Pages coordonnées par Maria A. Daïf

La semaine.

Le saxophoniste Wayne Shorter.
(DR)

Festival. Essaouira mon amour


Les festivals de musique florissent et rivalisent de qualité. À la guerre comme à la guerre, chacun se targue d’être de plus en plus prestigieux, de donner à voir et à écouter des artistes des quatre continents et surtout “de ne pas être comme les autres”. Le Festival Gnaoua et Musiques du monde d’Essaouira est, lui, pas comme les autres. L’aîné des festivals de musique a ouvert le bal, et tel un sage, on lui doit le respect. C’était il y a dix ans. C’était dans une ville qui somnolait, et dont on ne connaissait que le thuya et les perturbants alizés.

À l’époque, Timitar n’était pas.
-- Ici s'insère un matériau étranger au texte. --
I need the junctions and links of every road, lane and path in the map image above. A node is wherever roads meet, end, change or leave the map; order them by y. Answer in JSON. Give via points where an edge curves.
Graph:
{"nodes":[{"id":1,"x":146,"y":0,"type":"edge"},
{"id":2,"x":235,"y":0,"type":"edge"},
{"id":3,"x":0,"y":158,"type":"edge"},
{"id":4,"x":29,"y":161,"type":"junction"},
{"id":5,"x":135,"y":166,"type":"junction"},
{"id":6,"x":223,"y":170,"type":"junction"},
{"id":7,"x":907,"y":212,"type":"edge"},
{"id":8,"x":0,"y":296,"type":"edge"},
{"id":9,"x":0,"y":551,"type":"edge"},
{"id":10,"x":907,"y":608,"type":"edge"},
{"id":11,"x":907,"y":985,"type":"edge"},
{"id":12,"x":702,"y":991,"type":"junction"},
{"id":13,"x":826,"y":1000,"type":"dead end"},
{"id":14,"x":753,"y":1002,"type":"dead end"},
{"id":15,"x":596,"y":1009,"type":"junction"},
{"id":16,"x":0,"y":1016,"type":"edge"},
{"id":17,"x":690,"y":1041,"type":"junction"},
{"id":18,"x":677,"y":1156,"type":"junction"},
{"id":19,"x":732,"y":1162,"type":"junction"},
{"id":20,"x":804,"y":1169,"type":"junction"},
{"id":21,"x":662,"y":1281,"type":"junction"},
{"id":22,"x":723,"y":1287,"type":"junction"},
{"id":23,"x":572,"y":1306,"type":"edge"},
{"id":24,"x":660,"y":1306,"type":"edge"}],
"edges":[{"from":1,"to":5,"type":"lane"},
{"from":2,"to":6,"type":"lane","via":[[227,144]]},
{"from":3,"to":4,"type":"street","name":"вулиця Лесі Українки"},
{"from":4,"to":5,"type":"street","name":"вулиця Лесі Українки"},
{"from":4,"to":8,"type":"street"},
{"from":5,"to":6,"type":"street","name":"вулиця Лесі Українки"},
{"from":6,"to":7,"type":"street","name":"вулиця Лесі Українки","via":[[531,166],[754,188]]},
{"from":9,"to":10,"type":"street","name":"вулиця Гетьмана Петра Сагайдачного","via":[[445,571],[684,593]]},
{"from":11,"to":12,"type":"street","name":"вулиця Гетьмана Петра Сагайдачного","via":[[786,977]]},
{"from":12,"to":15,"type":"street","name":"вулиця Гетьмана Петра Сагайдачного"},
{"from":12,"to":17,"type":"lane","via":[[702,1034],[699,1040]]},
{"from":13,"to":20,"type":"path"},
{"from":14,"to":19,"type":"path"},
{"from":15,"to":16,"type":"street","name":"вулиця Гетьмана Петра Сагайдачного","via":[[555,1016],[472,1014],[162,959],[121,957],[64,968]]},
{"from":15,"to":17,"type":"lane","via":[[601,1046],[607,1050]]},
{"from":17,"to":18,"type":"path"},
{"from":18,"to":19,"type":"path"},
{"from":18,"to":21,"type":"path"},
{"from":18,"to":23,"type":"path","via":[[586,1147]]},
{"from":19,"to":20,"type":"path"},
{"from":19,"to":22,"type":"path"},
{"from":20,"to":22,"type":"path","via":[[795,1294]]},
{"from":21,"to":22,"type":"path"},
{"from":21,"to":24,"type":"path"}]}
Mawazine et le Festival de Casablanca non plus. Le Festival Gnaoua et Musiques du monde entame sa seconde décennie, Essaouira est reconnue Mecque des amoureux de la musique ganwie (des milliers et non plus quelques illuminés), et le quotidien anglais The Guardian a sélectionné le Festival parmi les 12 meilleures destinations de l’année 2008. Que dire de plus si ce n’est que la onzième édition (du 26 au 29 juin) ne bouscule en rien les acquis des précédentes : les maâlems gnaouis (Mustapha Bakbou, Hamid El Kasri, Allal Soudani...) resteront les stars, la musique world sera dignement représentée, les rencontres musicales reprendront leurs quartiers, les remparts abriteront des lilas et la scène musicale marocaine aura sa place. Dix lieux de musique sont prévus cette année, et s’y produiront en vrac : le saxophone Wayne Shorter, le trompettiste libanais Amine Maalouf, les Palestiniens du Trio Joubrane, le guitariste Justin Adams, Kimany Marley (fils de l’autre), Bassekou Kouyaté, Toumani Diabaté. Nec plus ultra, le retour à Essaouira de l’Orchestre National de Barbès, fraîchement reconstitué.
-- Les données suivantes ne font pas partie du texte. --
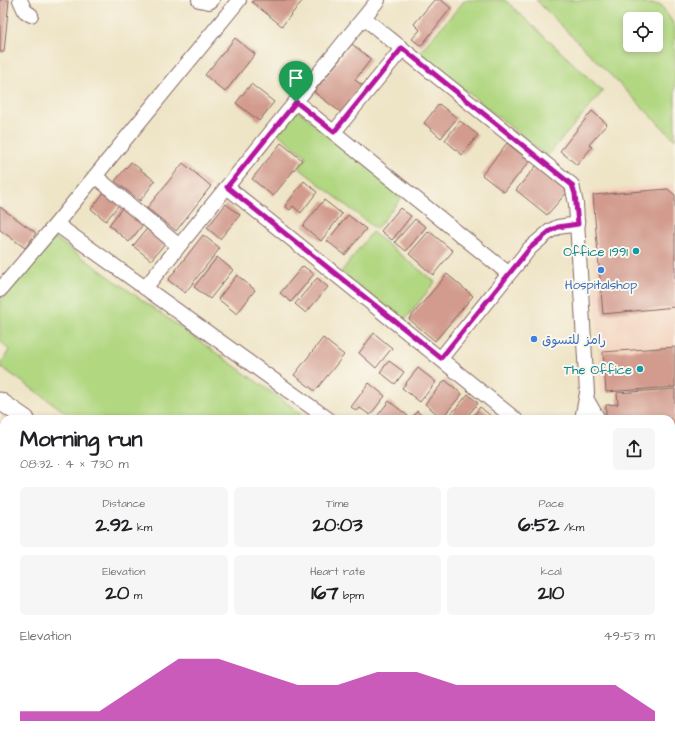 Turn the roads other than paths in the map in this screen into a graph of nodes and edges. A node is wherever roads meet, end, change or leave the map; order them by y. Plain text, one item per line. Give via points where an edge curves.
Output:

Du 26 au 29 juin, à Essaouira.



Sortie. Fer de lance

Ingénieur surdoué, vendeur d’armes et séducteur milliardaire, Tony Stark est kidnappé en Afghanistan. Sous couvert de fabriquer une arme secrète pour ses ravisseurs, il se forge une armure high-tech avec laquelle il entend se reconvertir en justicier - à condition de l’apprivoiser. Parce qu’il laisse l’acier tremper dans une savoureuse dose de dérision, sans sacrifier le réalisme sur l’autel des effets spéciaux, le réalisateur Jon Favreau relève le défi qu’était cette énième adaptation d’un comic-book Marvel. Après Spiderman, les X-Men et Hulk, tous créés par Stan Lee, c’est Iron Man qui s’y colle sous - ou plutôt sur - les traits de Robert Downey Jr
(Zodiac, Kiss Kiss Bang Bang), super-convaincant en improbable super-héros, un peu déconcentré par la belle Gwyneth Paltrow (Shakespeare in love, La Famille Tenenbaum). Tout en confrontant des personnages soigneusement écrits, Iron Man a donc le mérite, surtout par les temps qui courent, de mêler légèreté et idéalisme. On y croit dur comme fer.

Iron Man, au mégarama.



Hip hop. Le prince de Bel Air

Seigneur autoproclamé depuis son premier maxi The Revival of Lord Ragga, sorti en septembre, le rappeur casablancais Lord Aminos, 21 ans, étudiant en journalisme dans une vie parallèle, récidive avec le cinq titres Casa on air. Seul interprète de ses premiers titres Renaissance, Soirée VIP ou encore Faya, Lord Aminos la joue cette fois R’n’B, en s’entourant de quatorze danseurs, dirigés par la chorégraphe Sandrine Rattier. C’est à El Jadida, le 17 mai (si tout va bien), que Lord Aminos et sa clique projetteront pour la première fois le clip de Party zanka, avant de tracer la route vers Sidi Bennour, Khouribga et Rabat.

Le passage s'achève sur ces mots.